Dans un contexte général de domination du capital, tout ce qui a été gagné par la classe ouvrière a été pris à la classe capitaliste. Toute avancée du prolétariat, depuis deux siècles et demi, a correspondu à un recul de la bourgeoisie. Les avancées démocratiques, comme le suffrage universel masculin puis le droit de vote des femmes, les avancées sociales, comme la journée de huit heures, les cinq semaines de congés payés ou la retraite à 60 ans, les avancées sociétales, comme le droit à l’interruption volontaire de grossesse, l’abolition de la peine de mort ou le mariage pour tous, n’ont pas été accordés de gaieté de cœur par la classe dominante. Soit celle-ci était dos au mur par de puissantes mobilisations populaires et exigeait alors de son petit personnel politique d’accorder les droits exigés par la classe ouvrière, soit la bourgeoisie demandait une contrepartie : des avancées sociétales contre des reculs sociaux, comme ce fut le cas sous Valéry Giscard d’Estaing ou François Hollande.

En somme, les conquêtes ou les reculs sociaux sont entérinés, par la loi et dans le droit, suite à l’évolution du rapport de force entre les travailleurs et les capitalistes. Ce rapport de force est l’expression la plus nette, bien que difficilement mesurable ou quantifiable, de l’opposition entre les forces libérales, conservatrices et réactionnaires, qui visent à asseoir toujours davantage la domination du capital, et les forces d’émancipation populaire, par le nombre, l’implication, les degrés d’organisation et de combativité de la classe ouvrière dans la lutte pour faire valoir ses propres droits.

Meilleurs représentants politiques des travailleurs pour la simple et bonne raison qu’ils sont eux-mêmes travailleurs et, pour la plupart, ne font pas de leurs mandats électifs une carrière professionnelle, les communistes défendent logiquement le travail face au capital.
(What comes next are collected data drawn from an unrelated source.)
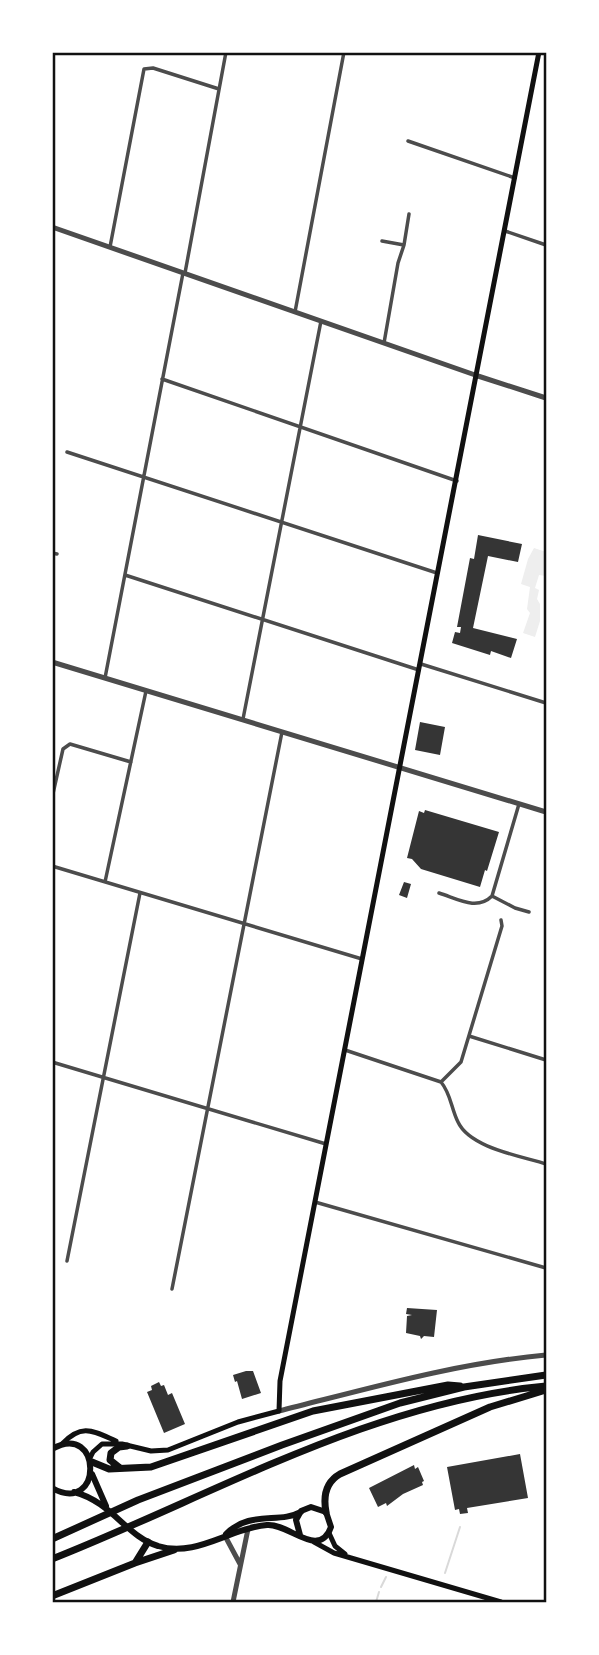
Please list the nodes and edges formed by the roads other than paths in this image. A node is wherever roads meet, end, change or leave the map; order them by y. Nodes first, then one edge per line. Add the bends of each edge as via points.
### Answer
1 (226, 52) edge
2 (344, 52) edge
3 (539, 52) edge
4 (219, 89) junction
5 (408, 141) dead end
6 (515, 178) junction
7 (409, 214) dead end
8 (52, 227) edge
9 (505, 231) junction
10 (382, 241) dead end
11 (404, 245) junction
12 (547, 245) edge
13 (110, 247) junction
14 (184, 273) junction
15 (295, 312) junction
16 (321, 321) junction
17 (384, 343) junction
18 (478, 376) junction
19 (162, 379) junction
20 (547, 398) edge
21 (301, 426) junction
22 (67, 452) dead end
23 (143, 478) junction
24 (457, 481) junction
25 (282, 523) junction
26 (439, 573) junction
27 (125, 575) junction
28 (263, 619) junction
29 (52, 662) edge
30 (420, 667) junction
31 (105, 678) junction
32 (146, 691) junction
33 (547, 703) edge
34 (243, 719) junction
35 (282, 732) junction
36 (131, 762) junction
37 (400, 767) junction
38 (52, 798) edge
39 (519, 804) junction
40 (547, 812) edge
41 (52, 866) edge
42 (105, 882) junction
43 (140, 892) junction
44 (439, 892) dead end
45 (492, 896) junction
46 (529, 912) dead end
47 (501, 920) dead end
48 (243, 924) junction
49 (362, 959) junction
50 (469, 1036) junction
51 (345, 1050) junction
52 (547, 1060) edge
53 (52, 1062) edge
54 (103, 1077) junction
55 (441, 1082) junction
56 (207, 1108) junction
57 (326, 1144) junction
58 (547, 1164) edge
59 (315, 1202) junction
60 (68, 1261) dead end
61 (547, 1268) edge
62 (172, 1289) dead end
63 (547, 1355) edge
64 (547, 1375) edge
65 (464, 1387) junction
66 (547, 1388) edge
67 (279, 1410) junction
68 (62, 1444) junction
69 (125, 1445) junction
70 (53, 1448) edge
71 (91, 1460) junction
72 (124, 1469) junction
73 (92, 1474) junction
74 (52, 1488) edge
75 (74, 1492) junction
76 (106, 1507) junction
77 (301, 1511) junction
78 (326, 1512) junction
79 (248, 1529) junction
80 (329, 1533) junction
81 (300, 1535) junction
82 (225, 1536) junction
83 (52, 1539) edge
84 (148, 1542) junction
85 (314, 1542) junction
86 (174, 1550) junction
87 (348, 1556) junction
88 (52, 1559) edge
89 (135, 1563) junction
90 (240, 1564) junction
91 (52, 1596) edge
92 (233, 1602) edge
93 (501, 1602) edge

1 - 4 street
2 - 15 street
3 - 6 main road
4 - 13 street via 144,69
4 - 14 street
5 - 6 street
6 - 9 main road
7 - 11 street
8 - 13 street
9 - 12 street
9 - 18 main road
10 - 11 street
11 - 17 street
13 - 14 street
14 - 15 street
14 - 19 street
15 - 16 street
16 - 17 street
16 - 21 street
17 - 18 street
18 - 20 street
18 - 24 main road
19 - 21 street
19 - 23 street
21 - 24 street
21 - 25 street
22 - 23 street
23 - 25 street
23 - 27 street
24 - 26 main road
25 - 26 street
25 - 28 street
26 - 30 main road
27 - 28 street
27 - 31 street
28 - 30 street
28 - 34 street
29 - 31 street
30 - 33 street
30 - 37 main road
31 - 32 street
32 - 34 street
32 - 36 street
34 - 35 street
35 - 37 street
35 - 48 street
36 - 38 street via 70,744 63,749
36 - 42 street
37 - 39 street
37 - 49 main road
39 - 40 street
39 - 45 street
41 - 42 street
42 - 43 street
43 - 48 street
43 - 54 street
44 - 45 street via 475,904
45 - 46 street
47 - 50 street
48 - 49 street
48 - 56 street
49 - 51 main road
50 - 52 street
50 - 55 street via 461,1062
51 - 55 street
51 - 57 main road
53 - 54 street
54 - 56 street
54 - 60 street
55 - 58 street via 466,1133 477,1141
56 - 57 street
56 - 62 street
57 - 59 main road
59 - 61 street
59 - 67 main road via 280,1381
63 - 67 street via 429,1373
64 - 65 highway
65 - 72 highway via 448,1385 313,1411 151,1467
65 - 83 highway via 282,1445 138,1500
66 - 78 highway via 490,1407 332,1478 324,1495
66 - 88 highway via 515,1389 431,1405 335,1437
67 - 69 main road via 168,1450
68 - 69 main road via 86,1430
68 - 70 main road
68 - 71 main road via 78,1446
69 - 71 main road via 102,1444
69 - 72 highway via 111,1453 110,1460
71 - 72 highway via 109,1469
71 - 73 main road
73 - 75 main road via 84,1487
73 - 76 main road
74 - 75 main road
75 - 76 main road
76 - 84 main road
77 - 78 main road via 317,1507
77 - 81 main road via 296,1520
77 - 82 main road via 255,1519
78 - 80 main road via 331,1522
79 - 81 main road via 271,1524
79 - 82 main road
79 - 90 street
80 - 85 main road
80 - 87 main road via 335,1546
81 - 85 main road
82 - 86 main road
82 - 90 street
84 - 86 main road
84 - 89 highway
85 - 87 main road
86 - 89 highway
87 - 93 main road
89 - 91 highway
90 - 92 street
Entre long déclin et petits regains, depuis un demi-siècle, le Parti Communiste Français s’est à nouveau fait connaître en présentant un candidat à l’élection présidentielle d’avril 2022, Fabien Roussel, qui a pour lui de porter une voix singulière à gauche, en assumant à sa manière l’étendard communiste, et d’attirer la sympathie d’un certain nombre de travailleuses et travailleurs sensibles à un discours et un programme nuancés mais profondément porteurs de transformation sociale.
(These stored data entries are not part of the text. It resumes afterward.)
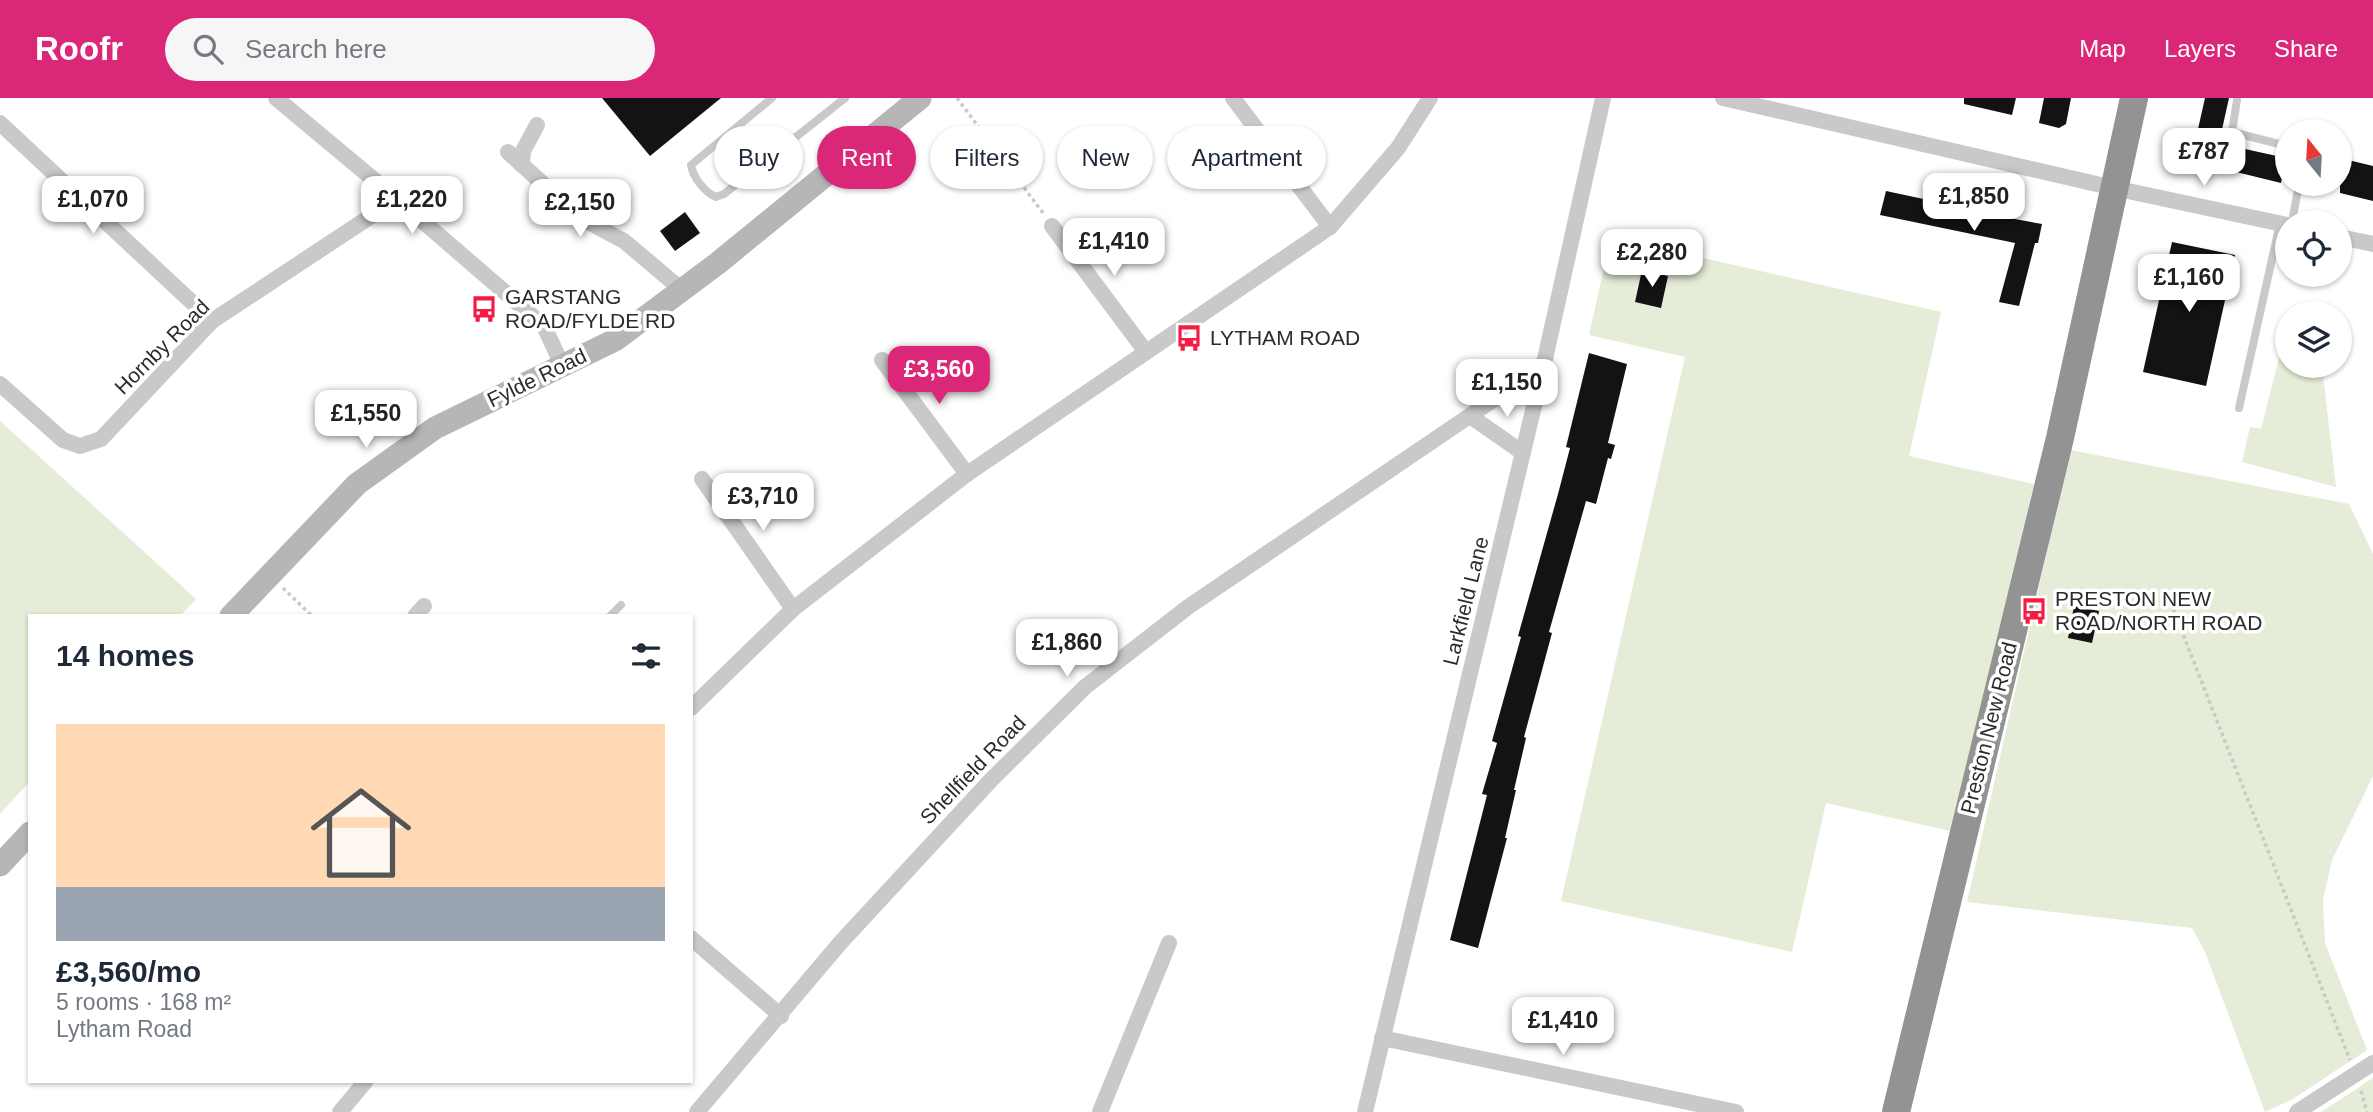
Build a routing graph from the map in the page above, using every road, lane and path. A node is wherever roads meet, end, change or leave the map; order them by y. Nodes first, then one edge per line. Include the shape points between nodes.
1 (275, 98) edge
2 (772, 98) edge
3 (845, 98) edge
4 (957, 98) edge
5 (1233, 98) edge
6 (1430, 98) edge
7 (1603, 98) edge
8 (1723, 98) edge
9 (2134, 98) edge
10 (2237, 100) dead end
11 (909, 104) edge
12 (0, 123) edge
13 (537, 125) dead end
14 (2275, 143) edge
15 (508, 152) dead end
16 (522, 164) junction
17 (2114, 188) junction
18 (397, 199) junction
19 (2275, 221) edge
20 (1052, 226) joint
21 (1331, 227) junction
22 (2352, 240) edge
23 (2373, 244) edge
24 (2275, 269) edge
25 (682, 289) junction
26 (212, 321) junction
27 (1146, 352) junction
28 (882, 360) dead end
29 (562, 365) junction
30 (1541, 377) junction
31 (0, 384) edge
32 (2239, 408) dead end
33 (1470, 416) junction
34 (1523, 453) junction
35 (967, 474) junction
36 (702, 479) dead end
37 (269, 575) junction
38 (2168, 596) dead end
39 (621, 605) dead end
40 (793, 609) junction
41 (233, 614) edge
42 (310, 614) edge
43 (612, 614) edge
44 (693, 706) edge
45 (28, 835) edge
46 (0, 864) edge
47 (693, 940) edge
48 (1170, 943) dead end
49 (780, 1016) junction
50 (1382, 1038) junction
51 (2373, 1063) edge
52 (2355, 1073) junction
53 (364, 1083) edge
54 (340, 1112) edge
55 (697, 1112) edge
56 (1101, 1112) edge
57 (1365, 1112) edge
58 (1736, 1112) edge
59 (1896, 1112) edge
60 (2297, 1112) edge

1 - 18 street
2 - 3 lane via 691,165 709,194 724,194
4 - 20 path
5 - 21 street
6 - 21 street via 1398,148
7 - 30 street, Larkfield Lane
8 - 17 street
9 - 17 highway, Preston New Road
10 - 14 lane via 2232,132
11 - 25 street, Fylde Road
12 - 26 street
13 - 16 street via 523,150
15 - 16 street
16 - 25 street via 579,217 624,241
17 - 19 street
17 - 59 highway, Preston New Road via 2060,438
18 - 26 street, Hornby Road
18 - 29 street via 544,326
20 - 27 street
21 - 27 street
22 - 23 street
24 - 32 lane
25 - 29 street, Fylde Road via 615,340
26 - 31 street, Hornby Road via 101,439 80,446 63,440
27 - 35 street
28 - 35 street
29 - 37 street, Fylde Road via 435,428 357,484
30 - 33 street, Shellfield Road via 1518,383
30 - 34 street, Larkfield Lane
33 - 34 street
33 - 49 street, Shellfield Road via 1188,607 1085,687 991,780 841,942
34 - 50 street, Larkfield Lane
35 - 40 street
36 - 40 street
37 - 41 street, Fylde Road
37 - 42 path
38 - 52 path
39 - 43 lane
40 - 44 street
45 - 46 street
47 - 49 street
48 - 56 street
49 - 55 street, Shellfield Road
50 - 57 street, Larkfield Lane
50 - 58 street
51 - 52 street
52 - 60 street
53 - 54 street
Pour autant, le nombre de nouvelles adhésions n’a pas sensiblement décollé lors de la campagne présidentielle dans un contexte où la singularité communiste était mise en avant, ni lors de la campagne législative dans un contexte d’union de la gauche, la Nouvelle Union populaire écologique et sociale (NUPES) dont le PCF n’était pas la cinquième roue du carrosse, ni lors de la bataille sociale importante contre la réforme des retraites, bataille à laquelle ont pourtant pris part activement les communistes dans la plupart des villes, des espaces périurbains et ruraux où la mobilisation fut historique.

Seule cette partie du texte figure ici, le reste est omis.